> **What the exercise asks**
Whenever a line below includes the word "this", copy that line.

> **Provided material**
"""

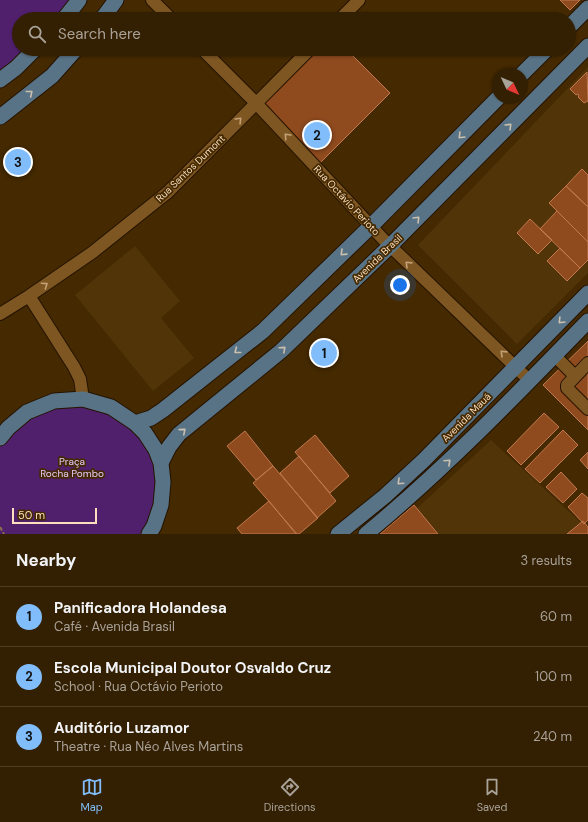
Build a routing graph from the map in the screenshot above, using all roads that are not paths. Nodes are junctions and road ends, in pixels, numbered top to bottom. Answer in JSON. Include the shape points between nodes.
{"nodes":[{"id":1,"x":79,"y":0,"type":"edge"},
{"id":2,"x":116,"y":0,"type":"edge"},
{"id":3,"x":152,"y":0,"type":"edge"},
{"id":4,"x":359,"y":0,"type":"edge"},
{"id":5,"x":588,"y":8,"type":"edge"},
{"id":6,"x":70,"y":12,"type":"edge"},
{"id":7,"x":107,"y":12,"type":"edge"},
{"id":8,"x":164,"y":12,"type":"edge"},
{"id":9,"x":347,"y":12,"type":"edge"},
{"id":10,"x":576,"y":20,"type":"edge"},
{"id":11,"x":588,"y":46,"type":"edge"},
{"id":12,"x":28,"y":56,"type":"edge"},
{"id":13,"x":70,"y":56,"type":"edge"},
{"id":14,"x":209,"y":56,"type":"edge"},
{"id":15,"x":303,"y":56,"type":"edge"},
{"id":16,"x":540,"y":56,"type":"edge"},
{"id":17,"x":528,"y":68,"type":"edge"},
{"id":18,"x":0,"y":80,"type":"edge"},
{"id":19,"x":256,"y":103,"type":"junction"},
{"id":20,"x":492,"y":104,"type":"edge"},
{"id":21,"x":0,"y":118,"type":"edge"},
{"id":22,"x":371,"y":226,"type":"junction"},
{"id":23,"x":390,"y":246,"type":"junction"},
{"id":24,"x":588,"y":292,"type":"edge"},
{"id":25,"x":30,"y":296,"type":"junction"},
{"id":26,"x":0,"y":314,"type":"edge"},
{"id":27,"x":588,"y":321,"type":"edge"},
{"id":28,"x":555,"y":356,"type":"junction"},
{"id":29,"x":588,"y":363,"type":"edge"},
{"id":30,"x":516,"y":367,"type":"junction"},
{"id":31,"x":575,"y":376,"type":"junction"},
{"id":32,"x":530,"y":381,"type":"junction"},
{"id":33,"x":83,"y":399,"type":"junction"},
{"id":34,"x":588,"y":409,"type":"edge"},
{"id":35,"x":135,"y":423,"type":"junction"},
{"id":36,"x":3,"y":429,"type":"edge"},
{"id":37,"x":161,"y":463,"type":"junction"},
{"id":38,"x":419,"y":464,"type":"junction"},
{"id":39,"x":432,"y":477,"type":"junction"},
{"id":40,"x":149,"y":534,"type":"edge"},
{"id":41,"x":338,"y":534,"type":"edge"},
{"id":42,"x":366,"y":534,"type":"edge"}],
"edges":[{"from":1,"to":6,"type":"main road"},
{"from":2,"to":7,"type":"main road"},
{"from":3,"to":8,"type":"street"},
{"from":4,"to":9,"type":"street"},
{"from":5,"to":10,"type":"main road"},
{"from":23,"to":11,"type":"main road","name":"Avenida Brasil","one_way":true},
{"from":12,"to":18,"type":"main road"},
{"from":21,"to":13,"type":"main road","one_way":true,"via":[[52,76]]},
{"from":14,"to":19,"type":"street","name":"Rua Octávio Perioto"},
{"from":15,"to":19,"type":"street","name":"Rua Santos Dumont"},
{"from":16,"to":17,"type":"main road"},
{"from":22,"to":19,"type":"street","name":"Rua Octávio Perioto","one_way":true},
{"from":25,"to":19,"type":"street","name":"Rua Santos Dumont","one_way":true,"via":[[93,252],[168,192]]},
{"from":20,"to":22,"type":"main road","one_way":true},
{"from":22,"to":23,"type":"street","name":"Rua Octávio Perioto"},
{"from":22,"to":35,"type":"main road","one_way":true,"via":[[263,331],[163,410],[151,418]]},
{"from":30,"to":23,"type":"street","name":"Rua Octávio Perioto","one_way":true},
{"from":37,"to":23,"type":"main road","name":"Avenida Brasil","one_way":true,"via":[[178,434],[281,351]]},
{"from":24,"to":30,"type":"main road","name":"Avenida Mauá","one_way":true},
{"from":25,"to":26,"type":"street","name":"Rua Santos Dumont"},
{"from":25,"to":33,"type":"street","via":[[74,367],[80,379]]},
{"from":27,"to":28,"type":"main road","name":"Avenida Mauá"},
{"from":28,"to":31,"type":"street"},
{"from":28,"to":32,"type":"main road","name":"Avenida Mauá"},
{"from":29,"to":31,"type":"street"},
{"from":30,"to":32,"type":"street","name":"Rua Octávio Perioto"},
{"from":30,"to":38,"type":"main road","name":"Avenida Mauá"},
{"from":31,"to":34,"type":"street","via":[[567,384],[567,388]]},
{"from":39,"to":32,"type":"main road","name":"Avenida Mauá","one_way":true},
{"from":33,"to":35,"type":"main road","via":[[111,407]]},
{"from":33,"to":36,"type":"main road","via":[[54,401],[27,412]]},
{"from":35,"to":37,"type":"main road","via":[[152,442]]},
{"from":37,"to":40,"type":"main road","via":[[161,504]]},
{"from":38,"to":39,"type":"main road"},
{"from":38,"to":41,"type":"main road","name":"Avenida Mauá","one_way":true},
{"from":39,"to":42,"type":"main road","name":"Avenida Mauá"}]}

"""
"""

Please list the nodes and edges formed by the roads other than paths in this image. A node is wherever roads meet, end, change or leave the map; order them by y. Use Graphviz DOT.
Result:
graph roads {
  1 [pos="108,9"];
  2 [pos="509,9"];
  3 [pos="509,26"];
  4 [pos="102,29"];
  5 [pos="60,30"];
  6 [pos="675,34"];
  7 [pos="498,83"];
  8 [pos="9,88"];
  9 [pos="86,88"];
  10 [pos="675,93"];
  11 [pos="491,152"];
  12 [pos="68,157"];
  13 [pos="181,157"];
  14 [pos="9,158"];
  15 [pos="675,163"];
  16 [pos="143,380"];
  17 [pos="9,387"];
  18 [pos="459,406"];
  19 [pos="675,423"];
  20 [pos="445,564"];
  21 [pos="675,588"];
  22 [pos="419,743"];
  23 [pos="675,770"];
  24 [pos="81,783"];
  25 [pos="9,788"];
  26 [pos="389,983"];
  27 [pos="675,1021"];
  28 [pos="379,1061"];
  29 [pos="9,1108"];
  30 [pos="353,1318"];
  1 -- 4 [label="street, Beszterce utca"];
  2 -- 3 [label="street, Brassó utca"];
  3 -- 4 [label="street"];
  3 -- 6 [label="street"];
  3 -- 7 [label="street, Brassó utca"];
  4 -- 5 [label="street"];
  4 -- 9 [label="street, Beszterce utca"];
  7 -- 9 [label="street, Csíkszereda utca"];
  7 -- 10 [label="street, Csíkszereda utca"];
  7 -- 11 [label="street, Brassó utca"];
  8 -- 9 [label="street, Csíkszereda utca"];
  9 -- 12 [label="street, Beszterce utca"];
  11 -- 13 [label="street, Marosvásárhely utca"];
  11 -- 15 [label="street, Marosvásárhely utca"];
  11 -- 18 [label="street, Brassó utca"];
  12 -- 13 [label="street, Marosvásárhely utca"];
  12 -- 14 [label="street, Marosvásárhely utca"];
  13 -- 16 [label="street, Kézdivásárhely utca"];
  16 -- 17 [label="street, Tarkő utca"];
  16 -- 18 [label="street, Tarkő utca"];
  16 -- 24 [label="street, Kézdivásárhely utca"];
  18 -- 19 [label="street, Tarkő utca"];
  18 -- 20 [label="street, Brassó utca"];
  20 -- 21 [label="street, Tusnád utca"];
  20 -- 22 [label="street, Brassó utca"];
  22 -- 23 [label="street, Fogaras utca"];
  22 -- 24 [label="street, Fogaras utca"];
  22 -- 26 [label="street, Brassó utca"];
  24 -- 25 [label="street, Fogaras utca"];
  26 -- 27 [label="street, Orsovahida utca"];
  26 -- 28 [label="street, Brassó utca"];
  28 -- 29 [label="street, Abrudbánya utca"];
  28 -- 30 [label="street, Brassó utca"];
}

"""
"""

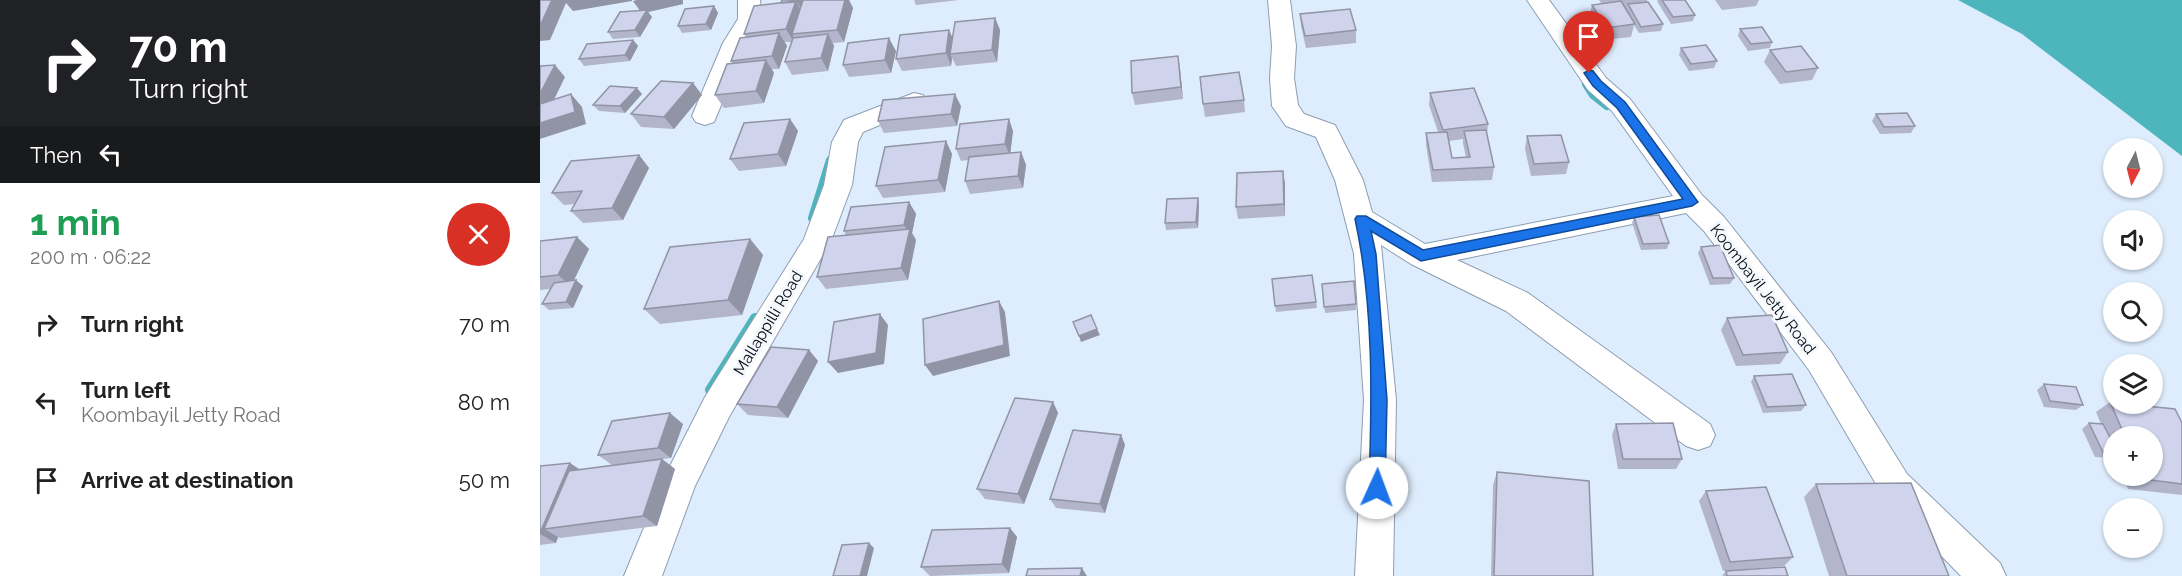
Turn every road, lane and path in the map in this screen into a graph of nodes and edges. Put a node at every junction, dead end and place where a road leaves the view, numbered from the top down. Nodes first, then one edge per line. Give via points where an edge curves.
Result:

"""

> **Solution**
Please list the nodes and edges formed by the roads other than paths in this image. A node is wherever roads meet, end, change or leave the map; order them by y. Use Graphviz DOT.
Turn every road, lane and path in the map in this screen into a graph of nodes and edges. Put a node at every junction, dead end and place where a road leaves the view, numbered from the top down. Nodes first, then one edge per line. Give via points where an edge curves.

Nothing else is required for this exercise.